Sinto de verdade, e claro que pode ser apenas mais um dos enganos do álcool, que penso melhor e mais claramente sob os eflúvios de uns latões. Tem o bêbado que fica mais emotivo, tem o que fica mais falante, tem o que fica mais chato, tem o que fica mais valente. Eu sou do tipo que pensa que pensa melhor.
Será, de fato? Muito já se relatou e se escreveu sobre os efeitos das drogas na criatividade e no pensamento humanos. Álcool, maconha, ópio, absinto, Jesus, LSD e demais psicodélicos (os quais, tenho enorme vontade de experimentar, mas, ao mesmo tempo, um medo, um cagaço ainda maior do que eu poderia "ver").
Há uma droga, no entanto, sobre a qual acredito não haver relatos de sua influência no pensamento e na criação. A pior de todas as drogas : a abstinência.
Resolvi, depois de matutar a questão por uns meses, fazer um experimento com tal droga. Tentarei passar um mês sem colocar uma única gota de álcool no organismo. Nem álcool em gel na torrada, eu passarei mais. E ver o efeito sobre o que eu penso, sobre as ideias que tenho e na maneira que eu as desenvolvo e escrevo.

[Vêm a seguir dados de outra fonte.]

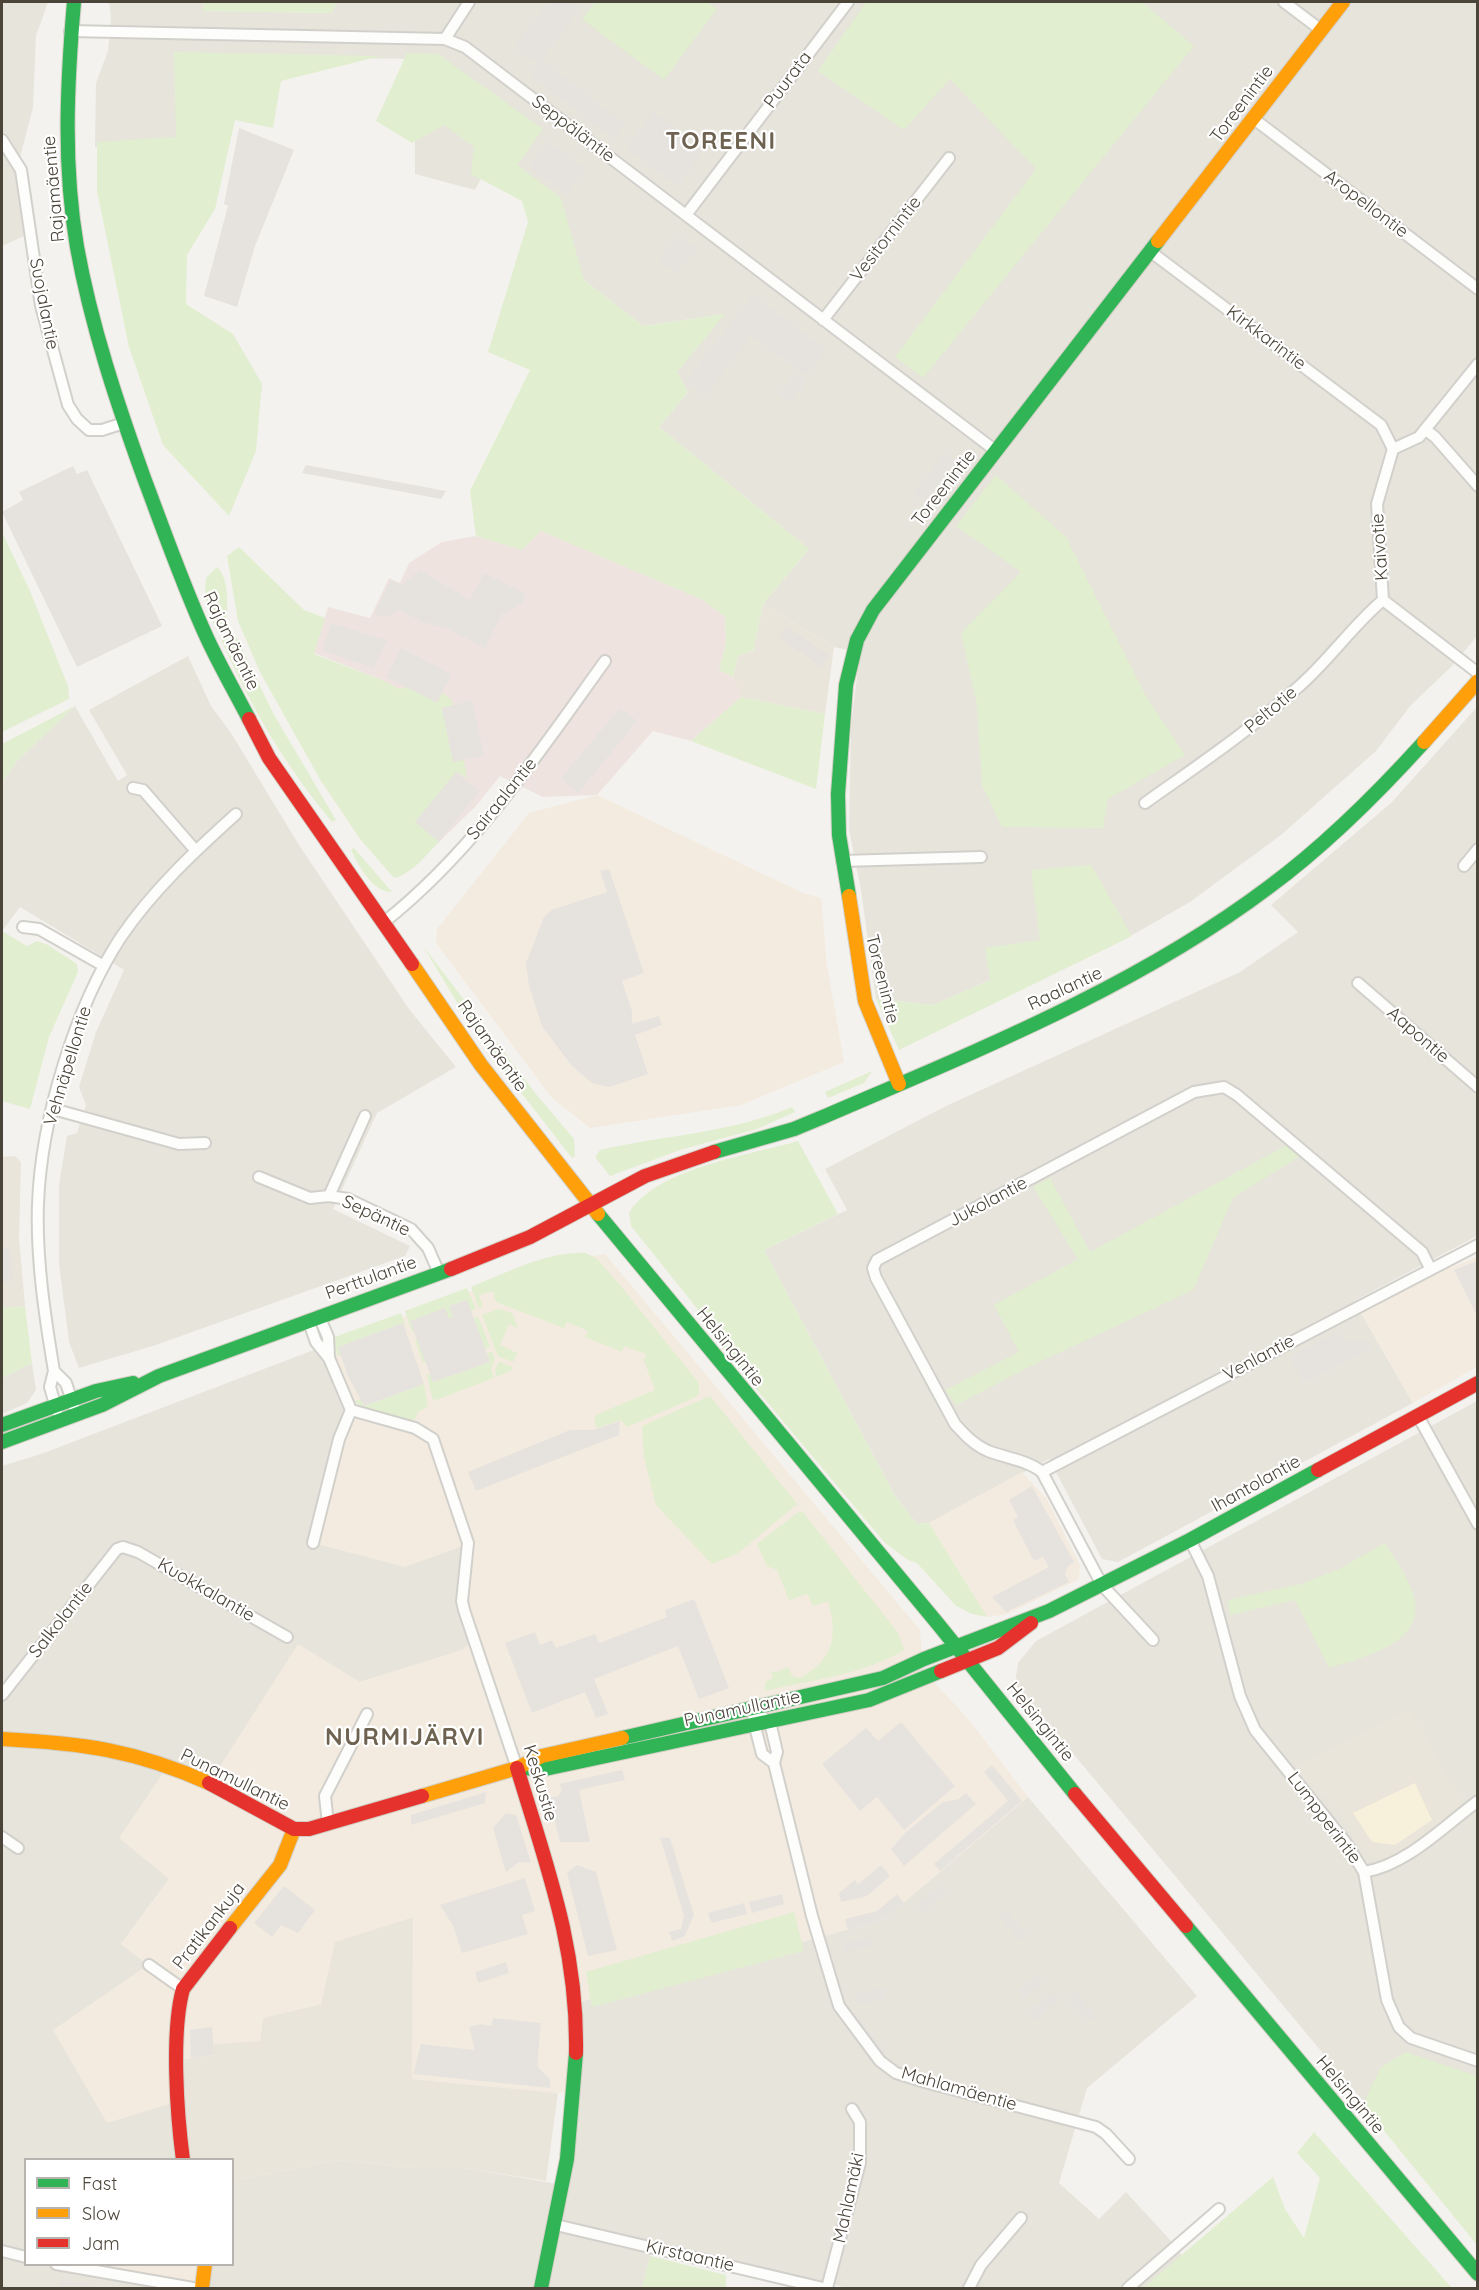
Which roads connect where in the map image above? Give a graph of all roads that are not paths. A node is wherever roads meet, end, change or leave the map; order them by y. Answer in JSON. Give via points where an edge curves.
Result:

Não, não é autopunição nem autoflagelo. Nenhum tipo de culpa ou de arrependimento (ponderei muito a respeito dessa possibilidade inconsciente) me levou a essa decisão. Curiosidade, apenas a boa e velha curiosidade. Como funcionarei sem o álcool? Funcionarei?
Pensei em começar hoje, sexta-feira, mas seria até sacrílego. Poderia ser amanhã, mas irei para a casa da minha sogra, que mora em outra cidade. Passar o fim de semana na casa da sogra, e a seco, é castigo que não sei se ninguém merece, mas tenho certeza de que eu não, e como eu disse, a intenção do experimento não é a de punição ou purgação. Além disso, a véia também é chegada num litrão. Antes um pacto com o Tinhoso que fazer desfeita pra sogra.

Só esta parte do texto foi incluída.